New Hardware Architectures
Alpha
jhb : Questions about alpha?
rwatson : KSE on alpha?
julian : We have patches so it compiles and runs non-KSE programs. You can have the patched version of the alpha kernel up and running though.
rwatson : Is the task owned of making this work on Alpha?
IA64
dfr : It works as far as I get to use it. It's not used in production right now.
ps : Intel shipped me a quad processor IA64 board. (McKinley is the name of the board).
rwatson : What does it need for 5.0?
dfr : It works, it works for SMP. Self hosts, build worlds. sysinstall compiles but needs more kicking to work.
ps : Intel wants us to ship a CD.
dfr : There is no thread support right now (threading library needs to move to get/setcontext rather than longjmp).
dfr : Need to move every driver to use BUS DMA for large memory machines to get bounce buffers.
jhb : PHK is working on using a new libwhisk so that sysinstall et al work on all systems.
Sparc64
jake : Take control of KSE stuff on Sparc 64.
rwatson : Do we have a Sparc 64 in the cluster?
jake : It's not in the cluster yet.
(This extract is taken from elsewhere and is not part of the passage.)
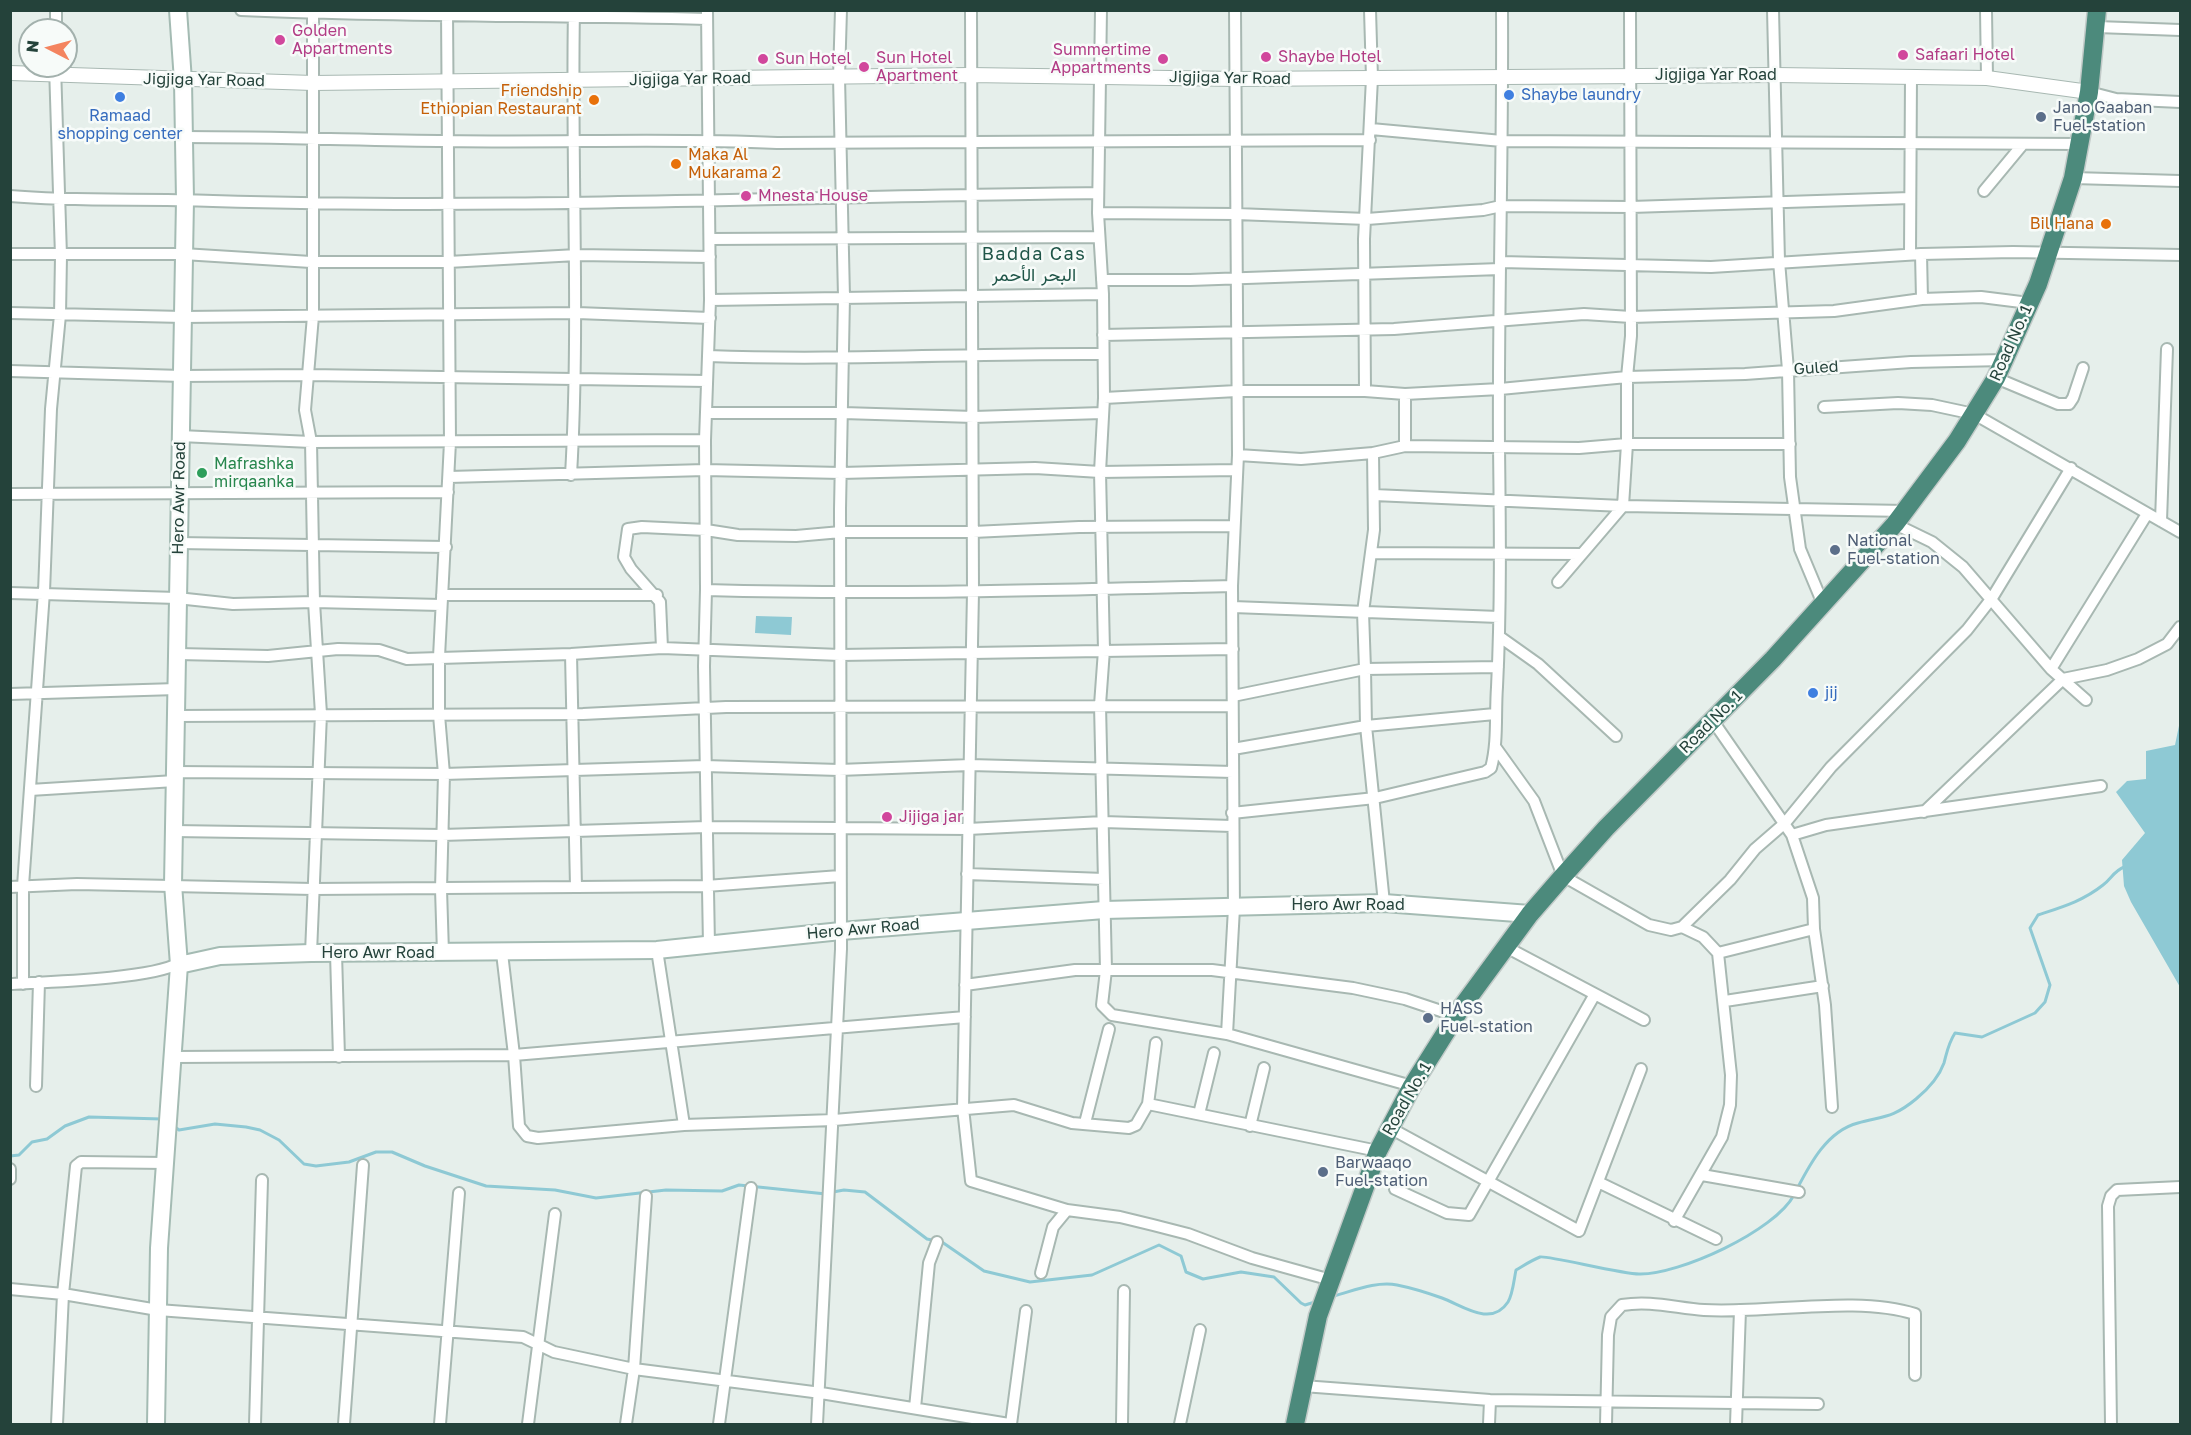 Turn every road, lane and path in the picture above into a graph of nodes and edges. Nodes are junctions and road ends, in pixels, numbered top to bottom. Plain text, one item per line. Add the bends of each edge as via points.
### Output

It's a serial cluster issue.
rwatson : Package building on S64?
jake : Perhaps a bunch of Ultra 60s for a package build.
obrien : 1500 build right now?
jake : Yes, but a lot of the same bug in packages are broken.
jhb : Timeline for X?
jake : Not really.
rwatson : In terms of 5.0 how comfortable are you?
jake : sysinstall is the only problem.
PowerPC
benno : I got it up to execing a fake init in the simulator and printing "hello world". Trying to work with real hardware. I now have some semblance of busdma and am working on other stuff. GEM on iMac is in an embryonic state. Should get to NFS mount in a few weeks.
rwatson : How do you feel about your timeline?
benno : I'm not sure we'll have something fully workable for 5.0.
rwatson : You're not at the point yet on working on KSE are you?
benno : No, need a useful system first.
AMD64
rwatson : I know that we're having simulator problems.
obrien : The issues are about legal and NDA. AMD decided on FreeBSD Mall as the NDA person. I have not had a working simulator since September.
ps : I can make that happen, as well as real hardware.
obrien :I've got a cross tool chain in the tree. I have some untested pmap stuff. Hardware has been available for a month or so. We could boot FreeBSD 4.6 today if only we had hardware.
rwatson : What do you think about 5.0? Should we discuss that at another date?
MIPs
unknown :Juniper offered.
obrien : But we have no hardware.
unknown :Juniper thinks it's OK but doesn't want to have it rot in the tree.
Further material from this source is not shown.